Under the FLSA, workers must be paid overtime unless they are classified as “exempt.” To be exempt employees must perform work that is executive, administrative, or professional in nature to satisfy the “duties test,” and they must earn above the minimum salary threshold to satisfy the “salary test.”

The new rule, which is slated to go into effect on January 1, 2020, makes no changes to the duties test but makes the following changes affecting salary:

  • It raises the “standard salary level” from $455 to $684 per week (from $23,660 to $35,568 a year). Anyone making less than that level cannot be classified as exempt and therefore must be paid overtime for any hours over 40 worked in a workweek.
  • It raises the total annual compensation level required for individuals in the “highly compensated employee” exemption (subject to a minimum duties test) from $100,000 to $107,432.
  • It allows employers to use nondiscretionary bonuses and incentive payments (including commissions) that are paid at least annually to satisfy up to 10 percent of the standard salary level.
  • It revises the special salary levels for workers in U.S. territories and in the motion picture industry.

No Outcry Expected

The final rule is much like the proposed rule released on March 7, 2019, but it is far different than the rule issued under the Obama administration that called for a salary threshold more than double the current level, which has been in place since 2004. The Obama administration rule was struck down by a Texas federal judge before it could go into effect in December 2016, shortly before the Trump administration took over.

Kara Shea, an attorney with Butler Snow LLP in Nashville, Tennessee, says since the new final rule is similar to the proposed rule, she expects most employers have “already started to absorb and prepare for this change.”

“Also, a lot of employers already conducted appropriate review and reclassification back when we first thought this would happen in 2016,” Shea says. “Bottom line, I don’t believe there will be much outcry over this.”

Shea says the new threshold is low enough that the impact mainly will be on entry-level management positions in service industries, such as assistant managers in restaurants, and nonprofits.

Jo Ellen Whitney, an attorney with the Davis Brown Law Firm in Des Moines, Iowa, also expects most employers won’t be shocked by the new salary threshold, since most of their exempt employees already make over the new level. But the new rule will affect some industries more than others.

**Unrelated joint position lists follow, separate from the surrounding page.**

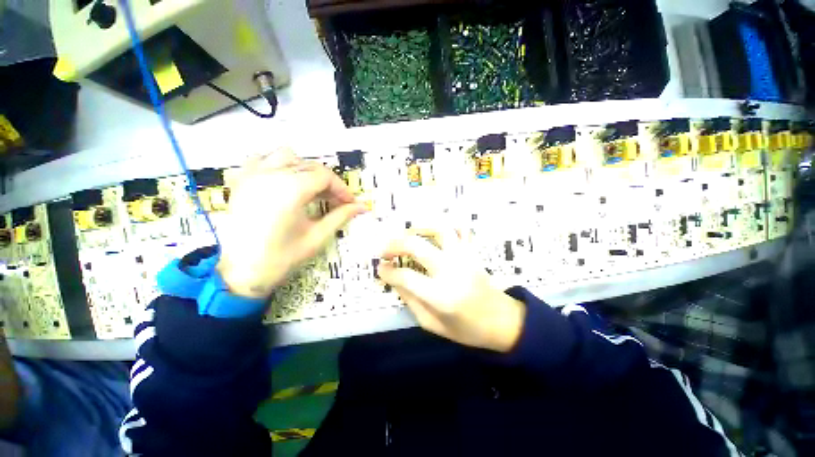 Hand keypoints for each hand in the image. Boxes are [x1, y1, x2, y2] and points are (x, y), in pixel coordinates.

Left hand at [216, 150, 366, 297]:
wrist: (241, 274)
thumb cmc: (282, 258)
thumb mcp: (317, 236)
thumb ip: (341, 216)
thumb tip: (362, 207)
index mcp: (291, 189)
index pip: (325, 176)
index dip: (341, 188)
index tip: (350, 203)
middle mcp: (271, 175)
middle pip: (309, 165)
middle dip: (327, 182)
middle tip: (336, 201)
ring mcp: (252, 175)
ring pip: (285, 155)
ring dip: (303, 169)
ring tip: (311, 189)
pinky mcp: (240, 182)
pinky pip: (260, 160)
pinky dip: (276, 165)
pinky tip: (283, 181)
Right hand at [377, 228, 525, 352]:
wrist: (502, 321)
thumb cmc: (466, 329)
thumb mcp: (432, 324)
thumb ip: (410, 300)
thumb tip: (394, 279)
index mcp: (440, 296)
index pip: (405, 277)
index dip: (387, 272)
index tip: (380, 268)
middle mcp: (451, 270)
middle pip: (417, 246)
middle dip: (395, 244)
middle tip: (385, 251)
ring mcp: (463, 257)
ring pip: (439, 229)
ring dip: (418, 228)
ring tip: (407, 235)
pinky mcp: (471, 251)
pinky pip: (460, 229)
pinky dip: (445, 227)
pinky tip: (434, 233) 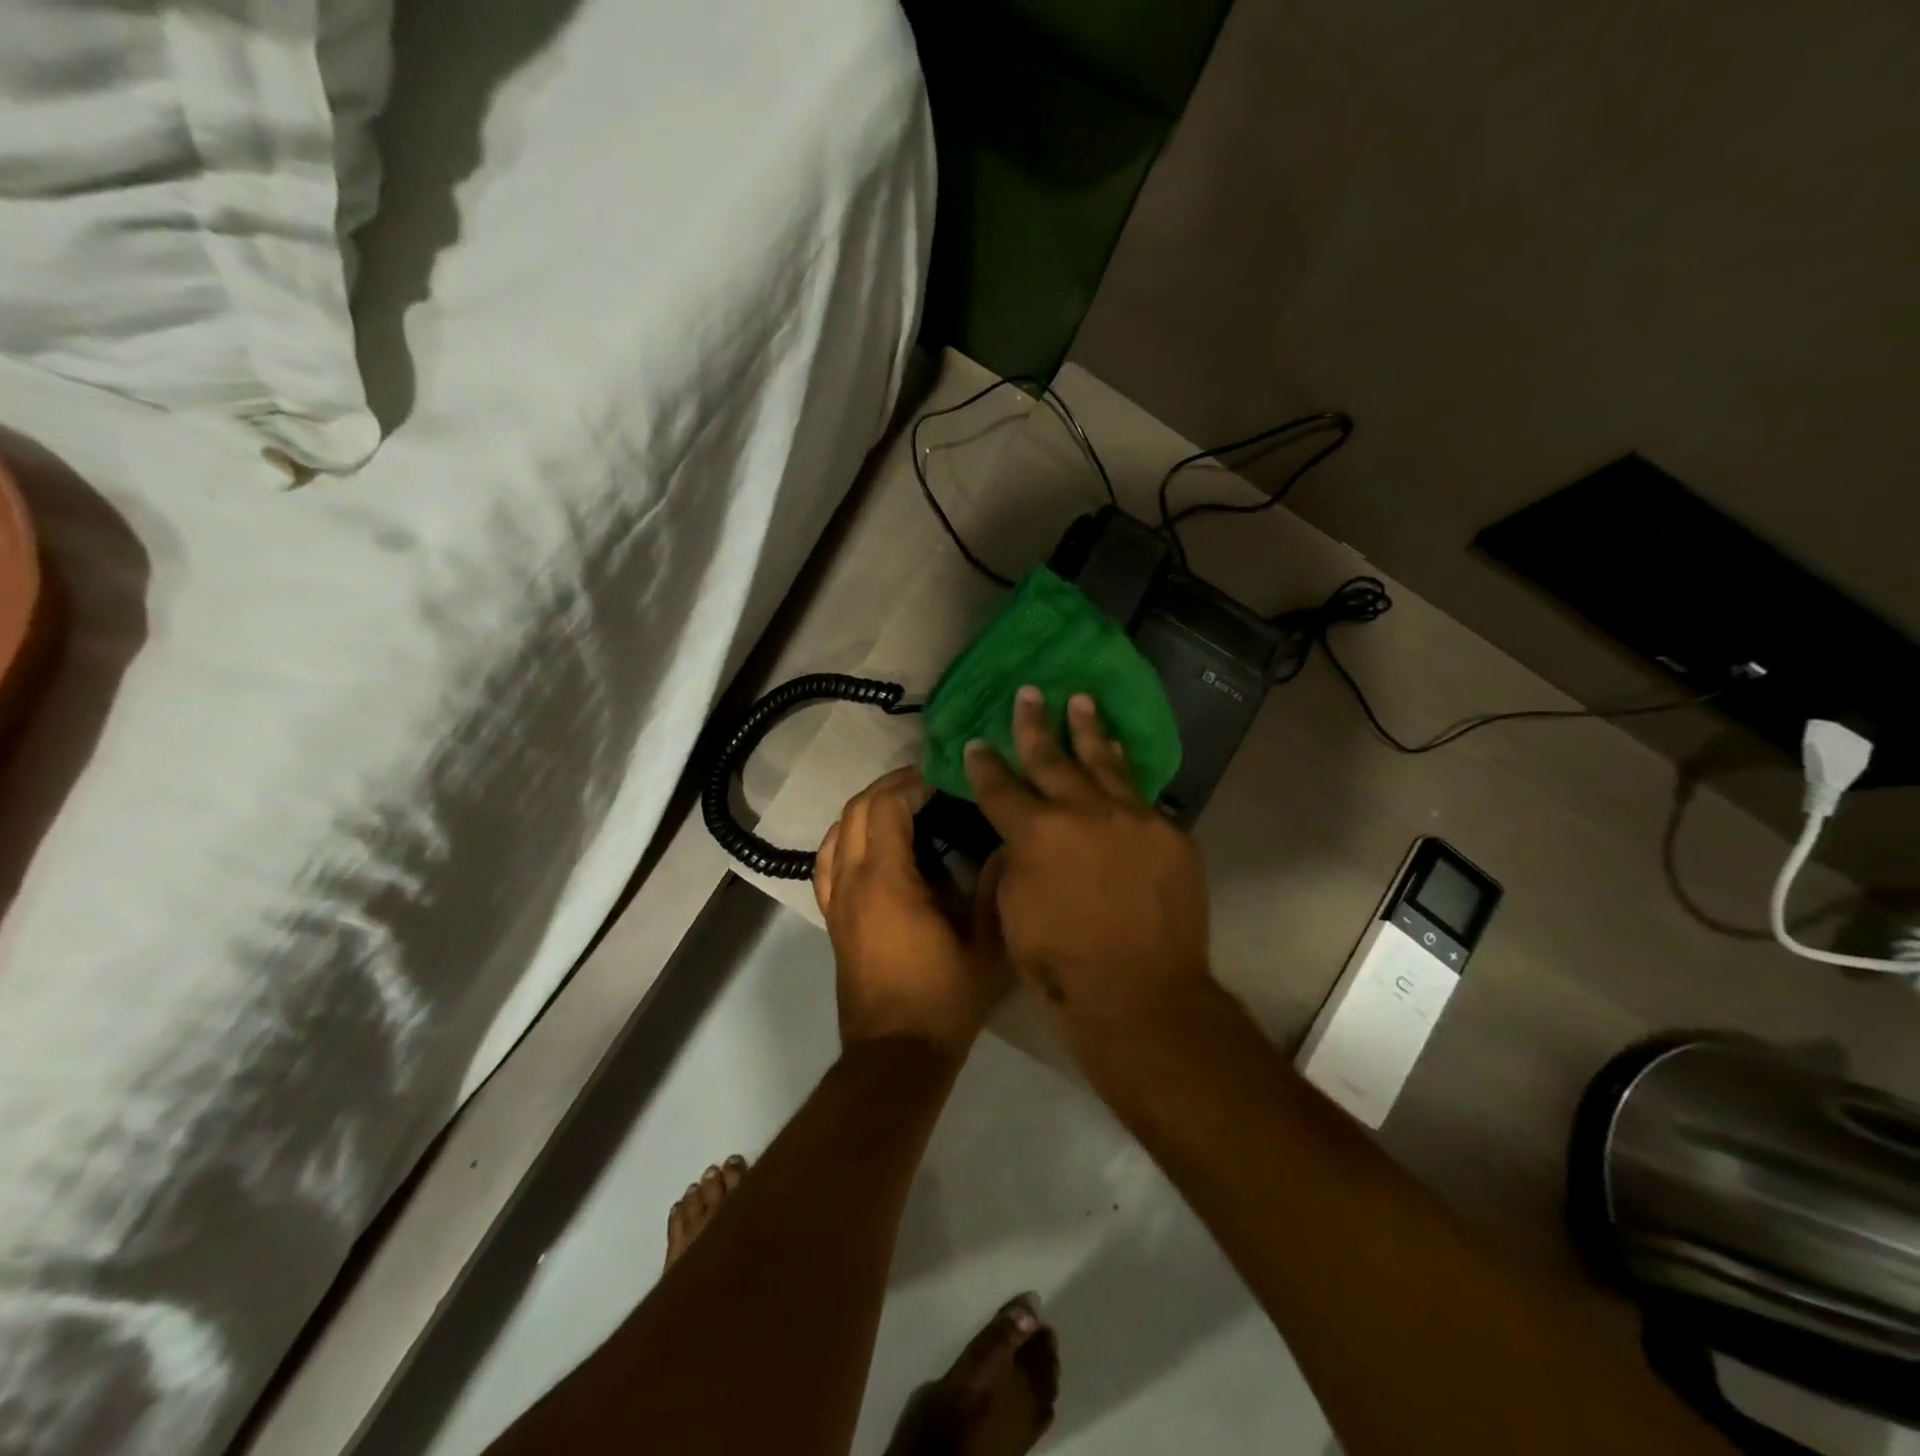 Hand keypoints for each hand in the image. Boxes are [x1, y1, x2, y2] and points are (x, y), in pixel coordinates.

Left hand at [814, 767, 1010, 1060]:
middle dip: (888, 787)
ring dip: (864, 808)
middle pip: (856, 811)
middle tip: (925, 783)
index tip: (941, 777)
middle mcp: (853, 882)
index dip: (910, 783)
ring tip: (899, 803)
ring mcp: (837, 901)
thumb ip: (993, 888)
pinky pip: (825, 862)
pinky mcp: (832, 919)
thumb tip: (1005, 845)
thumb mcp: (985, 945)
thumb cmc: (944, 999)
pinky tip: (863, 840)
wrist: (896, 1055)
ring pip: (836, 832)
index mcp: (888, 881)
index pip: (886, 807)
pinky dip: (842, 837)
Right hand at [964, 688, 1212, 1068]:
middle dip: (1034, 726)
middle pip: (1052, 758)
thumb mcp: (1013, 912)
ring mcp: (1133, 818)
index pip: (1001, 787)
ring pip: (1105, 763)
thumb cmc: (1061, 964)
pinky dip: (1126, 774)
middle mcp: (1083, 812)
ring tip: (1081, 700)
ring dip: (1089, 730)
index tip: (977, 743)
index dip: (984, 764)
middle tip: (1028, 693)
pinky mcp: (1170, 834)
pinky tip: (1121, 758)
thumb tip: (1022, 841)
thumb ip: (1015, 863)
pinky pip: (1142, 796)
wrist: (1141, 995)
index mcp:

She says the 2016 rule with its salary threshold of $913 a week ($47,476 a year) seemed to target the fast-food industry, which has a lot of exempt employees managing a lot of workers for low pay.

Advice for Employers

Burton J. Fishman, an attorney with Fortney & Scott, LLC in Washington, D.C., says many employers made adjustments when the Obama rule was issued, but for employers that will be affected by the change, “the advice is the same as before.” He says they need to review their workforce and decide how to meet productivity and profitability benchmarks and examine how they might need to change classifications of employees who might need to go from exempt to nonexempt status.

Fishman says employers needing to make a change will need to monitor overtime and may consider outsourcing or downsizing, but they should “assure retained employees that any changes will have little or no impact on their take-home pay insofar as possible.”

The new threshold comes to under $18 an hour for a full-time job, Fishman says, and in this tight labor market, many employers are having to pay that for entry-level jobs in certain urban markets, “so we will have to see the actual impact this new rule has nationwide.”

Possible Legal Challenge

The judge who stopped the Obama administration rule questioned the DOL’s authority to make the change. Shea, coeditor of Tennessee Employment Law Letter, says she doesn’t expect the new rule to face a legal challenge since it’s supported by the conservative administration, “but we’ll see.”

Whitney, coeditor of Iowa Employment Law Letter, says it’s “not unreasonable that there could be a court challenge,” since the judge claimed the DOL didn’t have the authority to make the rule. “But the DOL has done this throughout the law’s history,” she says.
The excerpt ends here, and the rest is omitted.